RagTime 5.6 full review
RagTime’s most powerful feature is its object-oriented approach. Documents can contain all sorts of objects: text, spreadsheets, images, and drawings. Unlike in Microsoft Office or AppleWorks, all of a document’s components are dynamic and can be changed and edited as needed. For example, a sales proposal could contain a live spreadsheet with editable formulae and data. Compare that with Microsoft Word, which can import a Microsoft Excel spreadsheet, essentially as an image, but doesn’t let you edit spreadsheet data directly (you must use Excel to edit, and then refresh the Word file). RagTime’s word-processing and spreadsheet features are comparable to AppleWorks’ but not as capable as Office’s.
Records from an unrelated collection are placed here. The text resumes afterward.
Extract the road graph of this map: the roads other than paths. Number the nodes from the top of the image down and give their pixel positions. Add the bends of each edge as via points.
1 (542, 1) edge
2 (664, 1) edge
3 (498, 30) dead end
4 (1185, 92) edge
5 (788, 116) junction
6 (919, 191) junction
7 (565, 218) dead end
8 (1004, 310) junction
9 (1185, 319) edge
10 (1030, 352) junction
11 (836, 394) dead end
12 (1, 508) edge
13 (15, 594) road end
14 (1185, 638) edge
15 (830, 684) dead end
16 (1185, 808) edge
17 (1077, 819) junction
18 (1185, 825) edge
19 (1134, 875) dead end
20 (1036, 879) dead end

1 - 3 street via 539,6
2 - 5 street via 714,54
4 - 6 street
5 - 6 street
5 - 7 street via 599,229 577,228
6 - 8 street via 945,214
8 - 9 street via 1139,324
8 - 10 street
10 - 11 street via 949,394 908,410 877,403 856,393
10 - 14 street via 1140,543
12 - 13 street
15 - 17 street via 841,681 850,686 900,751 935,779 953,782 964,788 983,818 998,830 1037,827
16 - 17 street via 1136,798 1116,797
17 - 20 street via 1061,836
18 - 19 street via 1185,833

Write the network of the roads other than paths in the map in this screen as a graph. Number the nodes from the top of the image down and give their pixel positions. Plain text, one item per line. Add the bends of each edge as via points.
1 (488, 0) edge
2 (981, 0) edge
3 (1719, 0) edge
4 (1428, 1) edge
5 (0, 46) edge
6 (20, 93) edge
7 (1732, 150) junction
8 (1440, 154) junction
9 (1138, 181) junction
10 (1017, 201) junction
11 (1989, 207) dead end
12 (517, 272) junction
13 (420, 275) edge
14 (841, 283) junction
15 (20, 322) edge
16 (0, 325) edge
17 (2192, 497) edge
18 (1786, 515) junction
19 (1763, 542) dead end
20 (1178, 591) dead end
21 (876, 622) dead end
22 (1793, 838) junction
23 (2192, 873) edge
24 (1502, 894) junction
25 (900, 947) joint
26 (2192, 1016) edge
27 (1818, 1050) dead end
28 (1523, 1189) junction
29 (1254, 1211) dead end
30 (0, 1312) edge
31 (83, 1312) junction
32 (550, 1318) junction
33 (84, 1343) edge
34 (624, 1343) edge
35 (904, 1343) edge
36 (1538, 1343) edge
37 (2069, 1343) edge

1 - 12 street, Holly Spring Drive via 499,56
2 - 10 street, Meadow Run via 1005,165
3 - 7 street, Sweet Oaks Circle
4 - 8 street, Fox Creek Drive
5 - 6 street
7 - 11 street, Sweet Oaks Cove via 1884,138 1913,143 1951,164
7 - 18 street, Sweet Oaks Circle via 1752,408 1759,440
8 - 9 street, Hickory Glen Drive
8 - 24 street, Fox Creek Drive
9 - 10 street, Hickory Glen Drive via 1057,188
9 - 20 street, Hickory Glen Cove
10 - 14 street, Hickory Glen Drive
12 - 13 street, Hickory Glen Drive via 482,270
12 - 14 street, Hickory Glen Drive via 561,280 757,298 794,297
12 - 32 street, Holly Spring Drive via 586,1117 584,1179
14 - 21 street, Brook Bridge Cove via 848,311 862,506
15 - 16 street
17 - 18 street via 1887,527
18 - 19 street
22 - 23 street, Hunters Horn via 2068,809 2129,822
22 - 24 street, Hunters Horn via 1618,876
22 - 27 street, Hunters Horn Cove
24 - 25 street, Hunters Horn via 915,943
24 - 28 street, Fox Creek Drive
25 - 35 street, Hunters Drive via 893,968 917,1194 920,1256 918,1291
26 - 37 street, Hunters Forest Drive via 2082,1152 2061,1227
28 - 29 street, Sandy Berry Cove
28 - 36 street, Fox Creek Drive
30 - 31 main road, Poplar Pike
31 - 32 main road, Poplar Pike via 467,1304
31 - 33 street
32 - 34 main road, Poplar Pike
For example, there’s no way to automate bulleted lists, nor are there spreadsheet formulae for transactions such as mortgage payments and other financial calculations. RagTime can import Word and Excel documents, and it can export to Word, RTF, Excel, PDF, EPS, PICT, SYLK (an old spreadsheet format), and dBase formats. But during import, it ignores Word’s page breaks and converts embedded pictures to in-line graphics, which flow with text and can’t be kept in a static location, even if they were set to do so in Word. You must delete embedded images and re-import them in RagTime to place them precisely. Like Office, RagTime is cross-platform (as is its file format). The program also provides access to CMYK separations, so you can create documents that print on an imagesetter or another high-resolution output device. Finally, you can place images as independent objects, modify them, and wrap text around them far more easily than you can in Word. But due to RagTime’s cumbersome, unintuitive interface, the process isn’t as easy as it is in QuarkXPress or Adobe InDesign. Serious flaws
Despite its conceptual strengths, more is wrong than is right in RagTime. First, there’s the confusing interface. A whole slew of functions is dumped into the Extras menu rather than being organized in a meaningful way – for example, page-oriented functions in a Page menu and spelling functions in an Edit or Text menu. The name Extras is also misleading, since its tools are essential to the program – not add-ons. Similarly, an Auxiliaries label masks dialog boxes for important features such as style sheets; this may cause users to overlook important capabilities. And instead of Zoom, you have to find the Display Scale command. RagTime uses palettes for basic functions but leaves much of the layout-oriented formatting and preferences to menus and multiple dialog boxes. The result is that finding features is difficult and requires using different interface approaches. The one bit of good news is that many of the dialog boxes provide visual guides that show how the features look, so you can see what they actually do. They’re much like the guides that XPress and InDesign provide, but with larger images. The program also lacks some basic capabilities. For example, you can’t create multiple text boxes on a page and link text between them – text can link across pages, but not within a page. In addition, some features are poorly implemented. For instance, columns are an attribute of paragraphs, so if a paragraph’s length changes, your layout also changes. Columns should be independent containers, not paragraph attributes. Similarly, hyphenation is treated as a character attribute, affecting text selections, not entire paragraphs as it should. And the tools for making layouts double-sided are practically impossible to find – I had to search the PDF documentation that comes with the program. This basic capability should not be hidden. The on-screen refresh was inconsistent, with graphics often not redrawing until I moved off the page and then went back to it. I wished there had been a keyboard shortcut for importing text and images. Finally, there’s no printed documentation. RagTime comes with a PDF manual, but it’s slow to search and navigate; a paper copy with a good index would be much more useful.